(Collected data)
-- Opening Marker --
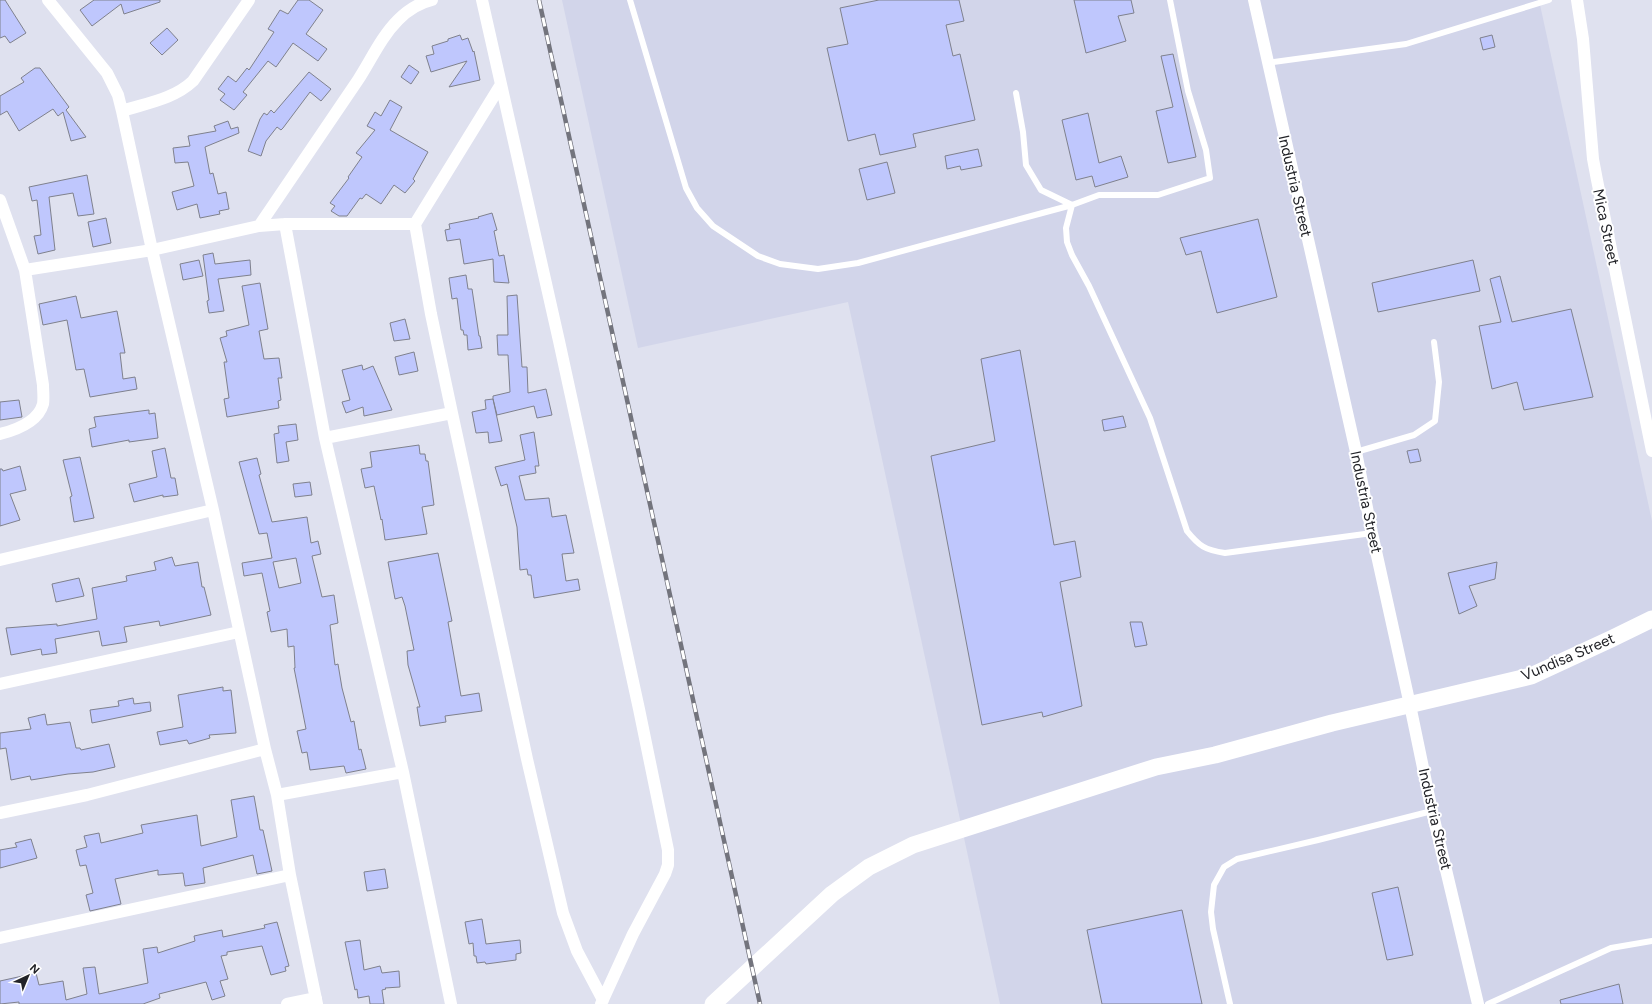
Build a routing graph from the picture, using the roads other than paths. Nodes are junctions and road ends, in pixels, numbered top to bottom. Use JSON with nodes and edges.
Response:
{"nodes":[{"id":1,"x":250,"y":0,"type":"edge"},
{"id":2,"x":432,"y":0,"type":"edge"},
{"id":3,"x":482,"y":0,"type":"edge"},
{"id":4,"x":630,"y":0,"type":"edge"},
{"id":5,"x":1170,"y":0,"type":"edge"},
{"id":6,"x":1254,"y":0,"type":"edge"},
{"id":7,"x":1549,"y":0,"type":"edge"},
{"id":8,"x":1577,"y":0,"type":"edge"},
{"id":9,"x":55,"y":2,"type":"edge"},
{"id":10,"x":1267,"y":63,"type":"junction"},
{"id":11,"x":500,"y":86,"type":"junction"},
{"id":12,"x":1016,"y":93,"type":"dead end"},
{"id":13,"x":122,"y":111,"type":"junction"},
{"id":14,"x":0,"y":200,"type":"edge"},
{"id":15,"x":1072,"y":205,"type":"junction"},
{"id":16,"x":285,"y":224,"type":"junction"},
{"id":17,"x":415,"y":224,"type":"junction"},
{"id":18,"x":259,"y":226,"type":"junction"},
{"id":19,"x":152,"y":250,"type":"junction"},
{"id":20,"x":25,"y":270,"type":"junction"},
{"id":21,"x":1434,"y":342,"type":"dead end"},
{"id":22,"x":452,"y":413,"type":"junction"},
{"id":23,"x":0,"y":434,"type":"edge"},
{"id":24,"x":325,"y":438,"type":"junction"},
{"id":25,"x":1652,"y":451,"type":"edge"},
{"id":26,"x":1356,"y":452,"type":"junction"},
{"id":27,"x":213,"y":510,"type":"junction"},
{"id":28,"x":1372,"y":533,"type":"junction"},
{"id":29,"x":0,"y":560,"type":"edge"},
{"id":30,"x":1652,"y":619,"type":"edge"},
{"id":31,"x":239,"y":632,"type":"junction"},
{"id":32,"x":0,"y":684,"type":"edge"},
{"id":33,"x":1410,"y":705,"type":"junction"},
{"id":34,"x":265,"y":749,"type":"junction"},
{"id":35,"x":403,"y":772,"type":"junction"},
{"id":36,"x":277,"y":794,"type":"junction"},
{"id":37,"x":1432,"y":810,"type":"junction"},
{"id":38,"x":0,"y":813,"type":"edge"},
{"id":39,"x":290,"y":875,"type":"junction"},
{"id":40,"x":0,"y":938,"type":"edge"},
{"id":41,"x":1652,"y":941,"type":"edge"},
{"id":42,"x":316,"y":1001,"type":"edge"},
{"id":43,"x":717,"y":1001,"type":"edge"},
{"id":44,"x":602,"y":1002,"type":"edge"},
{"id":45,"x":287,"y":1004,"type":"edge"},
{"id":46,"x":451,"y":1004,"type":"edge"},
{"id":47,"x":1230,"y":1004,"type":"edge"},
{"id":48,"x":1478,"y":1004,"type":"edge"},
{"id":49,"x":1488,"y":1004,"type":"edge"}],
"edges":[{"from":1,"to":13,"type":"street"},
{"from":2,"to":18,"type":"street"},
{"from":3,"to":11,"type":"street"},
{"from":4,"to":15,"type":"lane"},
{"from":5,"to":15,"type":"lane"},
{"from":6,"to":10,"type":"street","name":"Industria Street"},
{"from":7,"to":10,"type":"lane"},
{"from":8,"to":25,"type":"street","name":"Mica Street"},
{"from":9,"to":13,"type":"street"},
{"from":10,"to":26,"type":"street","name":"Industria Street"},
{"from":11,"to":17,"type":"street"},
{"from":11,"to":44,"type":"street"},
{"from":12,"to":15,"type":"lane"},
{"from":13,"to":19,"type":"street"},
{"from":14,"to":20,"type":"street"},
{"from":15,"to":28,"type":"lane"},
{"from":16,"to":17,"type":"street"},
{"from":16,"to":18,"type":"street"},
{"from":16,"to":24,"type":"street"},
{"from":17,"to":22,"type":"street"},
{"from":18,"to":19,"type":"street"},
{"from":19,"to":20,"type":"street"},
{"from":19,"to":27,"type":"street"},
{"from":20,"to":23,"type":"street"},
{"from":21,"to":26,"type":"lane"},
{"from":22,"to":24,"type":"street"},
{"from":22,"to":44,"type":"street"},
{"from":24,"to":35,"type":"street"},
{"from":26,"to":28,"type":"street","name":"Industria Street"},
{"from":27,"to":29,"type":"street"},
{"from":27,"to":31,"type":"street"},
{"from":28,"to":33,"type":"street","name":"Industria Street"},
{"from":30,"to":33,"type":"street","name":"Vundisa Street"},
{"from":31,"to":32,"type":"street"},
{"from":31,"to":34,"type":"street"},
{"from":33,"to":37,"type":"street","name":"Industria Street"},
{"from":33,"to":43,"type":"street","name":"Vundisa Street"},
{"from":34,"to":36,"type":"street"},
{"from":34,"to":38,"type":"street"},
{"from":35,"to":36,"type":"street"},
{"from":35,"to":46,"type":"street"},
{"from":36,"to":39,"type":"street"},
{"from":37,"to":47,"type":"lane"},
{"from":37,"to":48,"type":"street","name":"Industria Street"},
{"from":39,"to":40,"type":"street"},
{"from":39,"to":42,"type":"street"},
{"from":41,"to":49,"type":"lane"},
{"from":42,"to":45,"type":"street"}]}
-- Closing Marker --
* **WHAT TO PRODUCE**:
Set down every record exactly as written, but drop the pictures.

* **SOLVED EXERCISE**:
Build a routing graph from the picture, using the roads other than paths. Nodes are junctions and road ends, in pixels, numbered top to bottom. Use JSON with nodes and edges.
Response:
{"nodes":[{"id":1,"x":250,"y":0,"type":"edge"},
{"id":2,"x":432,"y":0,"type":"edge"},
{"id":3,"x":482,"y":0,"type":"edge"},
{"id":4,"x":630,"y":0,"type":"edge"},
{"id":5,"x":1170,"y":0,"type":"edge"},
{"id":6,"x":1254,"y":0,"type":"edge"},
{"id":7,"x":1549,"y":0,"type":"edge"},
{"id":8,"x":1577,"y":0,"type":"edge"},
{"id":9,"x":55,"y":2,"type":"edge"},
{"id":10,"x":1267,"y":63,"type":"junction"},
{"id":11,"x":500,"y":86,"type":"junction"},
{"id":12,"x":1016,"y":93,"type":"dead end"},
{"id":13,"x":122,"y":111,"type":"junction"},
{"id":14,"x":0,"y":200,"type":"edge"},
{"id":15,"x":1072,"y":205,"type":"junction"},
{"id":16,"x":285,"y":224,"type":"junction"},
{"id":17,"x":415,"y":224,"type":"junction"},
{"id":18,"x":259,"y":226,"type":"junction"},
{"id":19,"x":152,"y":250,"type":"junction"},
{"id":20,"x":25,"y":270,"type":"junction"},
{"id":21,"x":1434,"y":342,"type":"dead end"},
{"id":22,"x":452,"y":413,"type":"junction"},
{"id":23,"x":0,"y":434,"type":"edge"},
{"id":24,"x":325,"y":438,"type":"junction"},
{"id":25,"x":1652,"y":451,"type":"edge"},
{"id":26,"x":1356,"y":452,"type":"junction"},
{"id":27,"x":213,"y":510,"type":"junction"},
{"id":28,"x":1372,"y":533,"type":"junction"},
{"id":29,"x":0,"y":560,"type":"edge"},
{"id":30,"x":1652,"y":619,"type":"edge"},
{"id":31,"x":239,"y":632,"type":"junction"},
{"id":32,"x":0,"y":684,"type":"edge"},
{"id":33,"x":1410,"y":705,"type":"junction"},
{"id":34,"x":265,"y":749,"type":"junction"},
{"id":35,"x":403,"y":772,"type":"junction"},
{"id":36,"x":277,"y":794,"type":"junction"},
{"id":37,"x":1432,"y":810,"type":"junction"},
{"id":38,"x":0,"y":813,"type":"edge"},
{"id":39,"x":290,"y":875,"type":"junction"},
{"id":40,"x":0,"y":938,"type":"edge"},
{"id":41,"x":1652,"y":941,"type":"edge"},
{"id":42,"x":316,"y":1001,"type":"edge"},
{"id":43,"x":717,"y":1001,"type":"edge"},
{"id":44,"x":602,"y":1002,"type":"edge"},
{"id":45,"x":287,"y":1004,"type":"edge"},
{"id":46,"x":451,"y":1004,"type":"edge"},
{"id":47,"x":1230,"y":1004,"type":"edge"},
{"id":48,"x":1478,"y":1004,"type":"edge"},
{"id":49,"x":1488,"y":1004,"type":"edge"}],
"edges":[{"from":1,"to":13,"type":"street"},
{"from":2,"to":18,"type":"street"},
{"from":3,"to":11,"type":"street"},
{"from":4,"to":15,"type":"lane"},
{"from":5,"to":15,"type":"lane"},
{"from":6,"to":10,"type":"street","name":"Industria Street"},
{"from":7,"to":10,"type":"lane"},
{"from":8,"to":25,"type":"street","name":"Mica Street"},
{"from":9,"to":13,"type":"street"},
{"from":10,"to":26,"type":"street","name":"Industria Street"},
{"from":11,"to":17,"type":"street"},
{"from":11,"to":44,"type":"street"},
{"from":12,"to":15,"type":"lane"},
{"from":13,"to":19,"type":"street"},
{"from":14,"to":20,"type":"street"},
{"from":15,"to":28,"type":"lane"},
{"from":16,"to":17,"type":"street"},
{"from":16,"to":18,"type":"street"},
{"from":16,"to":24,"type":"street"},
{"from":17,"to":22,"type":"street"},
{"from":18,"to":19,"type":"street"},
{"from":19,"to":20,"type":"street"},
{"from":19,"to":27,"type":"street"},
{"from":20,"to":23,"type":"street"},
{"from":21,"to":26,"type":"lane"},
{"from":22,"to":24,"type":"street"},
{"from":22,"to":44,"type":"street"},
{"from":24,"to":35,"type":"street"},
{"from":26,"to":28,"type":"street","name":"Industria Street"},
{"from":27,"to":29,"type":"street"},
{"from":27,"to":31,"type":"street"},
{"from":28,"to":33,"type":"street","name":"Industria Street"},
{"from":30,"to":33,"type":"street","name":"Vundisa Street"},
{"from":31,"to":32,"type":"street"},
{"from":31,"to":34,"type":"street"},
{"from":33,"to":37,"type":"street","name":"Industria Street"},
{"from":33,"to":43,"type":"street","name":"Vundisa Street"},
{"from":34,"to":36,"type":"street"},
{"from":34,"to":38,"type":"street"},
{"from":35,"to":36,"type":"street"},
{"from":35,"to":46,"type":"street"},
{"from":36,"to":39,"type":"street"},
{"from":37,"to":47,"type":"lane"},
{"from":37,"to":48,"type":"street","name":"Industria Street"},
{"from":39,"to":40,"type":"street"},
{"from":39,"to":42,"type":"street"},
{"from":41,"to":49,"type":"lane"},
{"from":42,"to":45,"type":"street"}]}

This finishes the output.